Rudolf Steiner Nachlassverwaltung, Stiftung zur Erhaltung, Erforschung und Veröffentlichung des wissenschaftlichen und künstlerischen Nachlasses von Rudolf Steiner, Dornach
Rudolf Steiner Verlag AG, Basel
April 2016
[1] Die fortlaufenden Zeitschriftenbeiträge wurden später unter dem Titel Aus der Akasha-Chronik zusammengefasst, siehe den gleichnamigen Band der Gesamtausgabe, GA 11, der Beitrag von 1906 mit der Kritik am Begriff der Wurzelrasse darin als Kapitel «Das Leben der Erde».

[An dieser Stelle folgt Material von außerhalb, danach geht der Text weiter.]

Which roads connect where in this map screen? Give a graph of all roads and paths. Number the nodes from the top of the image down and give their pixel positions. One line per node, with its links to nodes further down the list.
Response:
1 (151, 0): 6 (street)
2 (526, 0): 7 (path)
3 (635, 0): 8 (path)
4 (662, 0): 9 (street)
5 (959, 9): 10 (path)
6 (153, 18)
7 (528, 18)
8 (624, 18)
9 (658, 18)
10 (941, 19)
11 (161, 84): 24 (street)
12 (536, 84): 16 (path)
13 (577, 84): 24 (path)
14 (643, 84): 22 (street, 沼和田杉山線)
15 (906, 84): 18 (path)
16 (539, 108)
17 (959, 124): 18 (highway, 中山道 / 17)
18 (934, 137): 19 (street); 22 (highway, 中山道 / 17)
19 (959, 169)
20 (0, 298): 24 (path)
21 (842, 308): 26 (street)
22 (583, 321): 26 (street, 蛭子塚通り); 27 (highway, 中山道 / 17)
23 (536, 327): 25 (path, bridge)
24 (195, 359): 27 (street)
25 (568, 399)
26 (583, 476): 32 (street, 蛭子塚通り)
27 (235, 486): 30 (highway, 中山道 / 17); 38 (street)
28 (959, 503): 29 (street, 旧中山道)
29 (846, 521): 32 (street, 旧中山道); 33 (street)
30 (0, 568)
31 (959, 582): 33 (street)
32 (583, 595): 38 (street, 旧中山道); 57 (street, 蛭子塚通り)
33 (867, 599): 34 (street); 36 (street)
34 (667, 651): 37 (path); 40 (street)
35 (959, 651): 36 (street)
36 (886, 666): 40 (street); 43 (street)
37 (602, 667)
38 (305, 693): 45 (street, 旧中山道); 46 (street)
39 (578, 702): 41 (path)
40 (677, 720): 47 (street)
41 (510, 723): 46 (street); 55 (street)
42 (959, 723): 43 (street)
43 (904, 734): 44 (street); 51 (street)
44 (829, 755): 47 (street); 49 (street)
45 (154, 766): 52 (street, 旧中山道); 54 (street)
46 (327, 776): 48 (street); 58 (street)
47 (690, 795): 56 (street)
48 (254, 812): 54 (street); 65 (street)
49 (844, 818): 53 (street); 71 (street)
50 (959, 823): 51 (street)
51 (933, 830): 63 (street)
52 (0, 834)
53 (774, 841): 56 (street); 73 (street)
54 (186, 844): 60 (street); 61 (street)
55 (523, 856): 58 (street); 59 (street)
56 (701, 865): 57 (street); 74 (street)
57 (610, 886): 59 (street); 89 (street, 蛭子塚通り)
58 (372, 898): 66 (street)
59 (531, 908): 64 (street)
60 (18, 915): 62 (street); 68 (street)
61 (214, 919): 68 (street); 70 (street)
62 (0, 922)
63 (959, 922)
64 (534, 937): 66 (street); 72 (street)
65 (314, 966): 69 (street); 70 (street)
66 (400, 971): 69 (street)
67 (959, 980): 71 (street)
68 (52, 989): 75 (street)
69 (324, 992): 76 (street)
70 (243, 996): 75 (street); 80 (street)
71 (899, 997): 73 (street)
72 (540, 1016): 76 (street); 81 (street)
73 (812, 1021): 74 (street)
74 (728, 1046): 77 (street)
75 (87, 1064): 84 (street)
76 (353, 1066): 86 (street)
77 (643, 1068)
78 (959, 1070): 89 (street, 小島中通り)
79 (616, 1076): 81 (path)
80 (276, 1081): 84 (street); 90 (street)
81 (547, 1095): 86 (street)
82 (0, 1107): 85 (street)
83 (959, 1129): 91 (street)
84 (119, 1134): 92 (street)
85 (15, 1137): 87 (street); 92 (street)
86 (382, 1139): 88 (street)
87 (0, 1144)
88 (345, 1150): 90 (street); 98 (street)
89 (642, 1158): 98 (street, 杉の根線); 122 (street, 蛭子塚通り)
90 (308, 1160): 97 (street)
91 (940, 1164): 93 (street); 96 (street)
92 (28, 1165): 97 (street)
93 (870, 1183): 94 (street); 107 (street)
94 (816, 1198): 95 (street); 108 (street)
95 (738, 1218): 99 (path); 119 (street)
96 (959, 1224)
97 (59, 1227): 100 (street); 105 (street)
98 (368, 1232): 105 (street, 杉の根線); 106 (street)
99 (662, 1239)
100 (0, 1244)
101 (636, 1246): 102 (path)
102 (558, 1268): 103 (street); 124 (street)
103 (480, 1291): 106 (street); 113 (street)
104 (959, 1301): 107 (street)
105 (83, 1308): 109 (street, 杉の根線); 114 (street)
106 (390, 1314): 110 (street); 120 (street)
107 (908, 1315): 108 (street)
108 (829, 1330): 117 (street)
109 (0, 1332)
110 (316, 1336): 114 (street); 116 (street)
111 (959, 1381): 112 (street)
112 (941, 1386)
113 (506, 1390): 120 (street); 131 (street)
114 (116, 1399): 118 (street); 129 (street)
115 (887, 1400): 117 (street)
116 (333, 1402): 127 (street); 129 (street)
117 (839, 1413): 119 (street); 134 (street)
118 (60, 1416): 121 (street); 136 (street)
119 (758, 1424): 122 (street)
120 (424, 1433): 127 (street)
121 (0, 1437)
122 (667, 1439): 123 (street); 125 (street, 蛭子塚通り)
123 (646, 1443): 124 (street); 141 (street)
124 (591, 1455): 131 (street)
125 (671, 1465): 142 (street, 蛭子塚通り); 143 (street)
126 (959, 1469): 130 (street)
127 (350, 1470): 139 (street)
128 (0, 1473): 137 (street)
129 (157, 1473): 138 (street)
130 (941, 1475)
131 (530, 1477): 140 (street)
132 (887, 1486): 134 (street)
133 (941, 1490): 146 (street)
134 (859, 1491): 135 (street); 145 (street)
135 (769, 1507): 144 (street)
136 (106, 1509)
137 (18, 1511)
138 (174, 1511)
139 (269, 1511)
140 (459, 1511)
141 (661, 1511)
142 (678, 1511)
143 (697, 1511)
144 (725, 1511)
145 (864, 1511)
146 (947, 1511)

[2] Vortrag vom 4.12.1909 in München, in: Die tieferen Geheimnisse des Menschheitswerdens im Lichte der Evangelien, GA 117, Dornach 1986, S. 152. Ähnlich viele weitere Äußerungen in Vorträgen dieser und späterer Jahre.
[3]Antroposofie en het vraagstuk van de rassen, Eindrapport van de commissie Antroposofie en het vraagstuk van de rassen, Antroposofische Vereniging in Nederland, Zeist 2000; autorisierte deutsche Übersetzung des Zwischenberichts: Anthroposophie und die Rassismus-Vorwürfe: Der Bericht der niederländischen Untersuchungskommission «Anthroposophie und die Frage der Rassen», mit einem Rechtsgutachten von Ingo Krampen «Rassendiskriminierung nach deutschem Recht», Frankfurt a.M. 1998, 5. Auflage, 2009.
[4] Zum Thema etwaiger rassistischer und antisemitischer Inhalte bei Rudolf Steiner siehe Ralf Sonnenbergs abwägende Zusammenfassung der Diskussion mit einer Kurzbibliografie, in: Ralf Sonnenberg (Hg.), Anthroposophie und Judentum: Perspektiven einer Beziehung, Frankfurt a.M. 2009, S. 53–63.